I had the honor of informing you in my two last letters7 of what had been done here with the minister of marine.8 Mr. Morris9 has since arrived here (on the 7th. of this month) of which I immediately informed the Minister of Marine.10 Having not yet an answer from him, I should imagine he had not yet obtained of the committee the explanation he expected from them with respect to the six millions mentioned in my last. Your letter of the 21st. shewing your intention to employ further sums for the purchase of the public funds, & your disposition to give even an high rate of interest for monies to be thus applied, has suggested that it would be agreeable to you if the monies at present in the hands of our bankers arising on the last loan11 shd. be put at your disposition for that purpose instead of going to the minister of marine for succours to St. Domingo.12 I have shewn your letter to Mr. Morris who is of opinion as well as myself to do this. I therefore wish to inform you that the last loan (of December) at 4. p. cent interest shall be held to answer your draughts. Its amount was three millions of florins no part has been paid to France. Of course, there is only to be deducted the amount of applications known to you—& wch. will appear from the bankers accounts transmitted to you in which should be included the payments for interest in february & march & the same for the 1st. of next month. Should the minister of marine obtain from the committee a report according to his wishes, & come forward in the promise made to hold the 800,000 dollars13 at his disposition in America, Mr. Morris proposes to answer it by informing him that he has already learned from the government that 400,000 have been furnished14 & does not know but that the monies at your disposition may have been already applied that way. I apprehend however the assembly will include the six millions voted in the twelve millions drawn for,15 although the minister was formerly persuaded of the contrary, & that the affair will take that turn. Should he delay the renewal of his application it will be an additional reason to give him, that the monies had been in the interval otherwise employed.

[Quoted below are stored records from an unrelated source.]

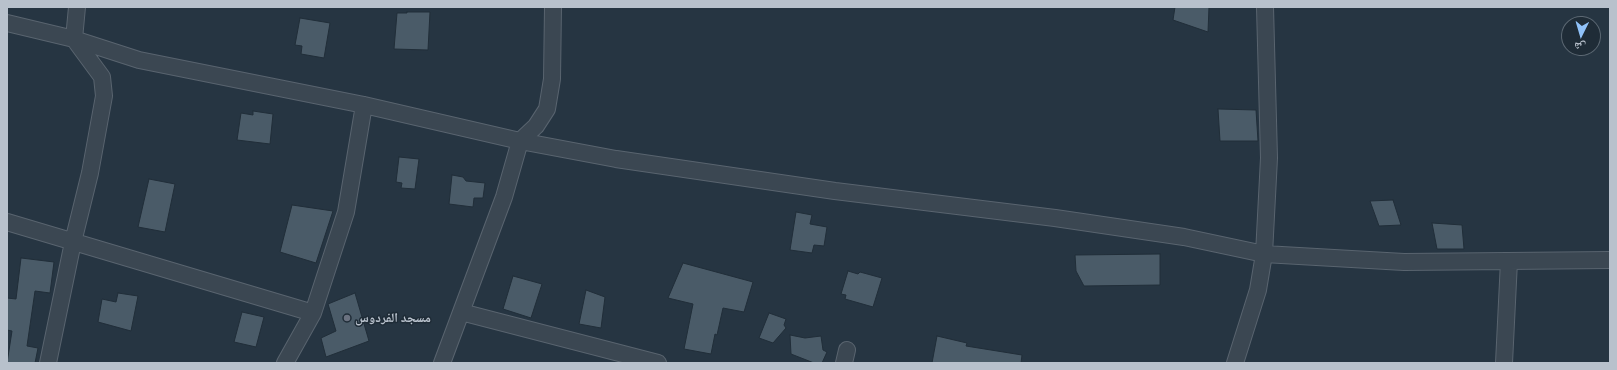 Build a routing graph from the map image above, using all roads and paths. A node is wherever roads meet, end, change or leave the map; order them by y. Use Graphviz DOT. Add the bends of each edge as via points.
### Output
graph roads {
  1 [pos="77,7"];
  2 [pos="553,7"];
  3 [pos="1265,7"];
  4 [pos="7,23"];
  5 [pos="74,39"];
  6 [pos="364,104"];
  7 [pos="520,141"];
  8 [pos="7,222"];
  9 [pos="73,242"];
  10 [pos="1264,254"];
  11 [pos="1610,260"];
  12 [pos="1509,261"];
  13 [pos="461,312"];
  14 [pos="313,313"];
  15 [pos="48,363"];
  16 [pos="285,363"];
  17 [pos="442,363"];
  18 [pos="658,363"];
  19 [pos="1235,363"];
  20 [pos="1504,363"];
  1 -- 5 [label="street"];
  2 -- 7 [label="street" via="552,78 547,109 536,126"];
  3 -- 10 [label="street" via="1269,158"];
  4 -- 5 [label="street"];
  5 -- 6 [label="street" via="139,60"];
  5 -- 9 [label="street" via="102,77 104,96 90,172"];
  6 -- 7 [label="street"];
  6 -- 14 [label="street" via="346,212"];
  7 -- 10 [label="street" via="663,166 1184,237"];
  7 -- 13 [label="street" via="504,197"];
  8 -- 9 [label="street"];
  9 -- 14 [label="street"];
  9 -- 15 [label="street"];
  10 -- 12 [label="street" via="1404,262"];
  10 -- 19 [label="street" via="1258,290"];
  11 -- 12 [label="street"];
  12 -- 20 [label="street"];
  13 -- 17 [label="street"];
  13 -- 18 [label="street"];
  14 -- 16 [label="street"];
}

Mr. Morris has recieved here under cover to him & delivered to me the triplicate of your letter of Jan 28. for me—neither the first or second has come to my hands, & of course I have not recd. your report therein mentioned.16 Nor have I recd. your letter of the 30th. Novr mentioned there also. All the others which you have announced have been recd. My late letters to you have been of January 26. March 24. April 22. & 25.
I have formerly informed you of the footing on wch. the payments made here on the Antwerp loan stood17—as well as the cogent reasons for having them made at Antwerp instead of being remitted by bills of exchange. Mr. Morris has recieved a letter from the Sec. of State, by which he apprehends it to be the intention of government to transfer to France the loss by depreciation on the assignats.18 He of course waits for further instructions before settling the rate at which the U. S. are to be credited for the payments made from Antwerp. In consequence of your letter to me of Sep. 2. I informed the minister here & the commissaries of the treasury, of the intention of the U. S. not to take advantage of this depreciation. I did not include the payments previously made although your letter authorized it, supposing it best to leave this for your future consideration.19 Of course no indemnity will be made for them. My letters announced this intention of the U. S. only to begin with the Antwerp loan. The rate of exchange & the current difference between Specie & paper here, being known, will furnish the basis for regulating this business finally, which Mr. Morris will do on recieving your further instructions. I hope they will arrive ere long & that the business will be finally settled by him to your satisfaction. I shall give him the letters which have passed on that subject.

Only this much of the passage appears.